**Given entries:**
[Start of Attachment]

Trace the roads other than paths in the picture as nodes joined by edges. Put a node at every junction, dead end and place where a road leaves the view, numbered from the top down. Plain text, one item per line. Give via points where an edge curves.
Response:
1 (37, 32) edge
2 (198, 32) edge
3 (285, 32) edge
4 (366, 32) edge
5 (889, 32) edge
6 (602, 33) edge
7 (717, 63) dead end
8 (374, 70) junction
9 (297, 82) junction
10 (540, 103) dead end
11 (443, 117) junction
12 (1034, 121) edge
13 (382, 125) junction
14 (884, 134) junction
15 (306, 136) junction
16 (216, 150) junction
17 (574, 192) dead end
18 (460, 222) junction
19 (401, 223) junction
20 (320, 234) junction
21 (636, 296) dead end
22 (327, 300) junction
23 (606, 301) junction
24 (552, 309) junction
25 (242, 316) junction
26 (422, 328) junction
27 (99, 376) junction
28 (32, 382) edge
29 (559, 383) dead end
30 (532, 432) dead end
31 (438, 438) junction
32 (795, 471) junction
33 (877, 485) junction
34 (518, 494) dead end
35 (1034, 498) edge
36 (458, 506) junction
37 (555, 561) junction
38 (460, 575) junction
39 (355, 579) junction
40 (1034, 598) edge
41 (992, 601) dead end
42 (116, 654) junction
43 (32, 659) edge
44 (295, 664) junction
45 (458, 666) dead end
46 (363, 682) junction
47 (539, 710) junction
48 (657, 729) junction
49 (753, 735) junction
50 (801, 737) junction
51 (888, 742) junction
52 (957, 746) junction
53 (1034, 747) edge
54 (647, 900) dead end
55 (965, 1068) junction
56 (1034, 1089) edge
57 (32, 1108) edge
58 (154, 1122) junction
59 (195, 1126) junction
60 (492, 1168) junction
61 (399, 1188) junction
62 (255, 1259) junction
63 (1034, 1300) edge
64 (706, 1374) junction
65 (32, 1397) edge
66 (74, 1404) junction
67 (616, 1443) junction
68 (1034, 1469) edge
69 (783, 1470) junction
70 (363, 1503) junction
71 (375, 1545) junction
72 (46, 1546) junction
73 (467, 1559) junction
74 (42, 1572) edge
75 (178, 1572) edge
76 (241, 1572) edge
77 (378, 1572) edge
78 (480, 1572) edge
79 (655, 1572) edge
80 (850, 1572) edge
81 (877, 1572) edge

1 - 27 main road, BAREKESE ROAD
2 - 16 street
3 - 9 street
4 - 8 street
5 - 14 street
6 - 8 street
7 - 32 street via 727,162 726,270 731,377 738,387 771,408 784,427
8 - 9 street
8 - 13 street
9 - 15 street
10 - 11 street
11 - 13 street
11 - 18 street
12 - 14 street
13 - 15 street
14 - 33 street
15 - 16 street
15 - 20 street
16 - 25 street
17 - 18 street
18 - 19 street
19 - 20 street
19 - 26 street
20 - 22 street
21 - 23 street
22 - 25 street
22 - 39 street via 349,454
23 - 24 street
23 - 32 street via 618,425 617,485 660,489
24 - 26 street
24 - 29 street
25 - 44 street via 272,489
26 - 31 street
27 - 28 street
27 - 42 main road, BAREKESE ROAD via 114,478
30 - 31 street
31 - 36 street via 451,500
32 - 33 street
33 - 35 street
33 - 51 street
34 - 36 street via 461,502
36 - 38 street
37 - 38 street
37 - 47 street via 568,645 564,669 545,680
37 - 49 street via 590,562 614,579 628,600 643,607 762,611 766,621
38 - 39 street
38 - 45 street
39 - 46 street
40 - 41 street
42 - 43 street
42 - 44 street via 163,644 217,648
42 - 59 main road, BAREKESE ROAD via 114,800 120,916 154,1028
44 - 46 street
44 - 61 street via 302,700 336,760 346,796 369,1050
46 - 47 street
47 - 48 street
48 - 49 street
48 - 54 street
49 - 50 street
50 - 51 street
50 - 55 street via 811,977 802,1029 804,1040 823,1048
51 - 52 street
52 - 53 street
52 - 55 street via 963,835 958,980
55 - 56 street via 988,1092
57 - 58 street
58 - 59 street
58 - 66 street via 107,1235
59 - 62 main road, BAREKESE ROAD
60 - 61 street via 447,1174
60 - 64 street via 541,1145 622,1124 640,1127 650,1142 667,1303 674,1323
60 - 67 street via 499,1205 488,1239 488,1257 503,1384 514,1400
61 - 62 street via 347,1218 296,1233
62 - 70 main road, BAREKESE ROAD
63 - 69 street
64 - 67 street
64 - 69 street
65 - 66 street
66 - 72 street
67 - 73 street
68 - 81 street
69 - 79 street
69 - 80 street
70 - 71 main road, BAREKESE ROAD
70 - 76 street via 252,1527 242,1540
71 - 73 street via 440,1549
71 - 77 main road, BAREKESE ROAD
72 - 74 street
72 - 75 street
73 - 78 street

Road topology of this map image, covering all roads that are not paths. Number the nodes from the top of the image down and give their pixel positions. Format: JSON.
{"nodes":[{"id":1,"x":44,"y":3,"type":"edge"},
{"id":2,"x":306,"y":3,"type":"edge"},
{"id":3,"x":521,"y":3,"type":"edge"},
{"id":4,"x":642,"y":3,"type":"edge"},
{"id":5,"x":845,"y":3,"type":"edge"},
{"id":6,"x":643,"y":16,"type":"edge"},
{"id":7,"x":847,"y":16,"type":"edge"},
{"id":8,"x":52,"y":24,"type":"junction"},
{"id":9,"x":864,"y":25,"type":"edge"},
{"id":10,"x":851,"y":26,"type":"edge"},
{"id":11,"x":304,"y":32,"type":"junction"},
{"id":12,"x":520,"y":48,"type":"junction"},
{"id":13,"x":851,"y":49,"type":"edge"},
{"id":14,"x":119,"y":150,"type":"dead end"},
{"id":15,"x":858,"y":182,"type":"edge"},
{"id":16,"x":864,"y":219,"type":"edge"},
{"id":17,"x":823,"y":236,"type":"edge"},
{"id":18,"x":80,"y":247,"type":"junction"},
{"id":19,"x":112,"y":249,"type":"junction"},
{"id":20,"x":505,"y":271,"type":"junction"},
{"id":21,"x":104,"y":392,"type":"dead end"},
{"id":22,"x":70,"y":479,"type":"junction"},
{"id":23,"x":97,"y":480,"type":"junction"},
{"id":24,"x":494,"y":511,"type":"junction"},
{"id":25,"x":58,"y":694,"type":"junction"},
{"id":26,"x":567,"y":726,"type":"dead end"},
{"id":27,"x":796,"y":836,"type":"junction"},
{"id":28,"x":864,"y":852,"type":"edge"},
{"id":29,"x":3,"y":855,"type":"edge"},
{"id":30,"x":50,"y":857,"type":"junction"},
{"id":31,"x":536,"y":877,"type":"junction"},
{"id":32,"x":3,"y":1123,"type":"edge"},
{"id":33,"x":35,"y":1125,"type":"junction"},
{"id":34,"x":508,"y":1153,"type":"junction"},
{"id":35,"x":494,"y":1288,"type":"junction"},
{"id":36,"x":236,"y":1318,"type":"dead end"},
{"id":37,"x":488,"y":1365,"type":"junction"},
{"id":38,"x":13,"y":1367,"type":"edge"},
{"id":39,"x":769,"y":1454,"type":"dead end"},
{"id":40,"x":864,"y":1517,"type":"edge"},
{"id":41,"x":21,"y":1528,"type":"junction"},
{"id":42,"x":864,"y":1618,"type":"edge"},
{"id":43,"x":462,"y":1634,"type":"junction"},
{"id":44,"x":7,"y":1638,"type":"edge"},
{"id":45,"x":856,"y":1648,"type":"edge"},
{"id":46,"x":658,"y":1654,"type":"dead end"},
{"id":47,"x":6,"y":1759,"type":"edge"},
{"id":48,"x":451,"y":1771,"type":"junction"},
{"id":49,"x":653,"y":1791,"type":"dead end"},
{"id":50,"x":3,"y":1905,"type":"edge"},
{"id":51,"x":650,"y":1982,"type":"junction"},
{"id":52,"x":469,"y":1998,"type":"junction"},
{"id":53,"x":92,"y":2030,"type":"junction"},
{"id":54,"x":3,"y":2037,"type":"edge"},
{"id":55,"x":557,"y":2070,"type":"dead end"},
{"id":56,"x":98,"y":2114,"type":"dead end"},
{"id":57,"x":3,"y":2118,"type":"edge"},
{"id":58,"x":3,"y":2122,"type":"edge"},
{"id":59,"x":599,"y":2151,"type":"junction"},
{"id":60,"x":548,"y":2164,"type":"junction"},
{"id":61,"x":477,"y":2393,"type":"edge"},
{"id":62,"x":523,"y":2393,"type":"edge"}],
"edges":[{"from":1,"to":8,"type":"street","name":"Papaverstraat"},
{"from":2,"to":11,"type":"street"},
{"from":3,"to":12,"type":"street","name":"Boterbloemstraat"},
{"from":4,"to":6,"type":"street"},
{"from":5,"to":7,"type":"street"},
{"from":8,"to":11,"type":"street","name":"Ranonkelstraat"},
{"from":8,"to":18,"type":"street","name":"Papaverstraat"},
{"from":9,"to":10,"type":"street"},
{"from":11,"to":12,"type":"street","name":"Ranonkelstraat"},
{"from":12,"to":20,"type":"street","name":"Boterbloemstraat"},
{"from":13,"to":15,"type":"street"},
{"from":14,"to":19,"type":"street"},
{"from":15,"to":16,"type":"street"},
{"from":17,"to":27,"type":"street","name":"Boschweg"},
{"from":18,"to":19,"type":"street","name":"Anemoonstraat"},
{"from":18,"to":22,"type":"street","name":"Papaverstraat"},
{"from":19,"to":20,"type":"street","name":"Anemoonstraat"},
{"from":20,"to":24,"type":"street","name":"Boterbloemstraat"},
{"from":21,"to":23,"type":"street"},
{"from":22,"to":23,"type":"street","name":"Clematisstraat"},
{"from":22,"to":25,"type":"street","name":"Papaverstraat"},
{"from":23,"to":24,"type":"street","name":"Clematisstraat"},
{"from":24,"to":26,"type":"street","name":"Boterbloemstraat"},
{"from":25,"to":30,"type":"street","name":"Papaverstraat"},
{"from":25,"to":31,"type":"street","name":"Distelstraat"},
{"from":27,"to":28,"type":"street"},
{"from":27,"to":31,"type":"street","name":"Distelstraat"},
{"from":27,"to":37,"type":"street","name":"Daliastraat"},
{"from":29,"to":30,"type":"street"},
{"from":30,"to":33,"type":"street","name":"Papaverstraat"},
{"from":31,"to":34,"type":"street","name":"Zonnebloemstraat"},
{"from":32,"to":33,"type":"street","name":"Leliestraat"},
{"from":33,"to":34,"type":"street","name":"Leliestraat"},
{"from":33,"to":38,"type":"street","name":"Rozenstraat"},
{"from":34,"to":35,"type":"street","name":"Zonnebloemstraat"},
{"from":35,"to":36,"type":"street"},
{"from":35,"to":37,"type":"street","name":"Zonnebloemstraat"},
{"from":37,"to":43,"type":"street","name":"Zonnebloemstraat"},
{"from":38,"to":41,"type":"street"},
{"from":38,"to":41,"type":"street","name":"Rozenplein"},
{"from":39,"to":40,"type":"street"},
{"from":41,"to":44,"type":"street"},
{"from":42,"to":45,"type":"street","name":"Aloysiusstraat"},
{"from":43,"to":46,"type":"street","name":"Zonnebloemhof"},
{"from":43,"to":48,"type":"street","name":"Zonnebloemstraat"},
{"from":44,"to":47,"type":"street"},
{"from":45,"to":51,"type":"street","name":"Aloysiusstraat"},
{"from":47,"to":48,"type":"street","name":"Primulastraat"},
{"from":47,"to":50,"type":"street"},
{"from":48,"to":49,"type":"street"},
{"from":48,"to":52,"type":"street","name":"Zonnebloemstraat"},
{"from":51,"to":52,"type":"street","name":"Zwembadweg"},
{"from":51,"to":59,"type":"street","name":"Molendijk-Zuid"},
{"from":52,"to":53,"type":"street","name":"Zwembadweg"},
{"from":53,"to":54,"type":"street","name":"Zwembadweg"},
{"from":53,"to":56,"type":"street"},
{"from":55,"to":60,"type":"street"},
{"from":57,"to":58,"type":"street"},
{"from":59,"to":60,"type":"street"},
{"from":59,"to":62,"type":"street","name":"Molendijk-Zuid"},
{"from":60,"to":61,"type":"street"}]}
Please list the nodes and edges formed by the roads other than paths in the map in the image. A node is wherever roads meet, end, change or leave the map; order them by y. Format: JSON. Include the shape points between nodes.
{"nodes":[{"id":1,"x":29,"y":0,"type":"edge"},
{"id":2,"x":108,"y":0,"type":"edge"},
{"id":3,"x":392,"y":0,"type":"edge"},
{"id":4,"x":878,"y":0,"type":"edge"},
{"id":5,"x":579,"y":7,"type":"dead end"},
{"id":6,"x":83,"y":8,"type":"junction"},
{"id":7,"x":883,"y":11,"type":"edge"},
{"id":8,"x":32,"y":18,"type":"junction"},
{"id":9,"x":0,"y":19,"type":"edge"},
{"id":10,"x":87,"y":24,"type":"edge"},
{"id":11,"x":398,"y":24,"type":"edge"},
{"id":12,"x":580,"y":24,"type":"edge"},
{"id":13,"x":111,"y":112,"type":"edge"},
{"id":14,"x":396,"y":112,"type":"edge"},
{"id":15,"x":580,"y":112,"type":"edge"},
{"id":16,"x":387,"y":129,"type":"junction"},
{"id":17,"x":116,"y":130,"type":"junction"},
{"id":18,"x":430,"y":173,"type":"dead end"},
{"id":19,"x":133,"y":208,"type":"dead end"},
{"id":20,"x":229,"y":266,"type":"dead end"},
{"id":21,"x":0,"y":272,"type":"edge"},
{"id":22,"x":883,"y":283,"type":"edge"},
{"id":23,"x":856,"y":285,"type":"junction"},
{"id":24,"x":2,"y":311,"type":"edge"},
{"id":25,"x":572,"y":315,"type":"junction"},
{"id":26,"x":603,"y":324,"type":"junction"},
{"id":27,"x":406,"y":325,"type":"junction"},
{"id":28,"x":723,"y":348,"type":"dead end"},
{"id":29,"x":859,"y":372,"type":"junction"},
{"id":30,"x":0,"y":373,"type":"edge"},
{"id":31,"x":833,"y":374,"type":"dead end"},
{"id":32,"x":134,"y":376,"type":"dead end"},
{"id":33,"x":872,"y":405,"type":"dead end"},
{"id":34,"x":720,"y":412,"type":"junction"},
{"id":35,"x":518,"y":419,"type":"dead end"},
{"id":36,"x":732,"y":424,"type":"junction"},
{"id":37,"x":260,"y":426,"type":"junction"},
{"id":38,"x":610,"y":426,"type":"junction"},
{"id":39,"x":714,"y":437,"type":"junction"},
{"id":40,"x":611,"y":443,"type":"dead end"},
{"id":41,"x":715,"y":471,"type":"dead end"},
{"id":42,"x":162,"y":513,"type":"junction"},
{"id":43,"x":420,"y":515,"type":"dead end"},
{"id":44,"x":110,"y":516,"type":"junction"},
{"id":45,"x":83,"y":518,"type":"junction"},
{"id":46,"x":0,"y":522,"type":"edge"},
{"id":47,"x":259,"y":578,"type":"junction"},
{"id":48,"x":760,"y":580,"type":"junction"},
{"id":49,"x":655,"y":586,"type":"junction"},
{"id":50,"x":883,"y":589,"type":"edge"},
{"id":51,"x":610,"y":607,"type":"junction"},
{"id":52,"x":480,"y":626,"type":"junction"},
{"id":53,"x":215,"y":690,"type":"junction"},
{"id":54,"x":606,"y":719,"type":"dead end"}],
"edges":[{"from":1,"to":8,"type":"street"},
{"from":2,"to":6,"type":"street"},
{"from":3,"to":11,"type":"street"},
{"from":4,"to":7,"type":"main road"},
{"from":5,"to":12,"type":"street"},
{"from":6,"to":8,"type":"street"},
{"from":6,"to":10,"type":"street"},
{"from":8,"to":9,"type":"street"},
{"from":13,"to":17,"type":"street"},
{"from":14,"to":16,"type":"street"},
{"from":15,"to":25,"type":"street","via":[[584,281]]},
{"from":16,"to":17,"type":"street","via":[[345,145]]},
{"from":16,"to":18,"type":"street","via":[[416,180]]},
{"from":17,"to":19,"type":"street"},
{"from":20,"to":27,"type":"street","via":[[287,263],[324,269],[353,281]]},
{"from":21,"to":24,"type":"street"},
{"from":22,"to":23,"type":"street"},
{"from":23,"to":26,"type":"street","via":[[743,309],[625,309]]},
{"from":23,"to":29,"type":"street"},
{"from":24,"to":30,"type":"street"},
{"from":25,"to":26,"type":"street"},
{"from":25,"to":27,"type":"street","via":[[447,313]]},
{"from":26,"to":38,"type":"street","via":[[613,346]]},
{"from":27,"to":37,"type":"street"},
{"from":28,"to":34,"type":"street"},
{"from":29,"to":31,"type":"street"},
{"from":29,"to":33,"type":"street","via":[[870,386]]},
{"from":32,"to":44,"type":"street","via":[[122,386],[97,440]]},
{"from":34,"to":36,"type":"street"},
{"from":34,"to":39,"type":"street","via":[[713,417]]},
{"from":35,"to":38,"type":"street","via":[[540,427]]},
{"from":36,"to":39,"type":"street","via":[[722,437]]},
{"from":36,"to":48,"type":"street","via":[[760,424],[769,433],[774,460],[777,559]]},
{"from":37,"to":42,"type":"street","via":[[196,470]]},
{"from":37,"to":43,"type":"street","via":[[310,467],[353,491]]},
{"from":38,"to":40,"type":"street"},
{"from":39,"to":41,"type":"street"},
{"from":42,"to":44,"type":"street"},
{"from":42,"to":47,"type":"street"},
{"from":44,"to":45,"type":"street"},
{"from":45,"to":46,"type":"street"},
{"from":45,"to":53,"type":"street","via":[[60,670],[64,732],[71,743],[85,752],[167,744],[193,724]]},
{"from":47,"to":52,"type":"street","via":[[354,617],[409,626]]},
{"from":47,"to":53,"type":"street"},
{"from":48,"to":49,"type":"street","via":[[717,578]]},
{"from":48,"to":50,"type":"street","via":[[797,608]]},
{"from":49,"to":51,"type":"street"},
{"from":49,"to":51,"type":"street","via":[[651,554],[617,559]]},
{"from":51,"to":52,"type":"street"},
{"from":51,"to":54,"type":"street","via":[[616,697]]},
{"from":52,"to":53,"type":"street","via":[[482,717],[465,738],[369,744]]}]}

[End of Attachment]

**Task prompt:** Your answer must be a copy of every line in the data above that holds the string "Format".

**Task output:**
Road topology of this map image, covering all roads that are not paths. Number the nodes from the top of the image down and give their pixel positions. Format: JSON.
Please list the nodes and edges formed by the roads other than paths in the map in the image. A node is wherever roads meet, end, change or leave the map; order them by y. Format: JSON. Include the shape points between nodes.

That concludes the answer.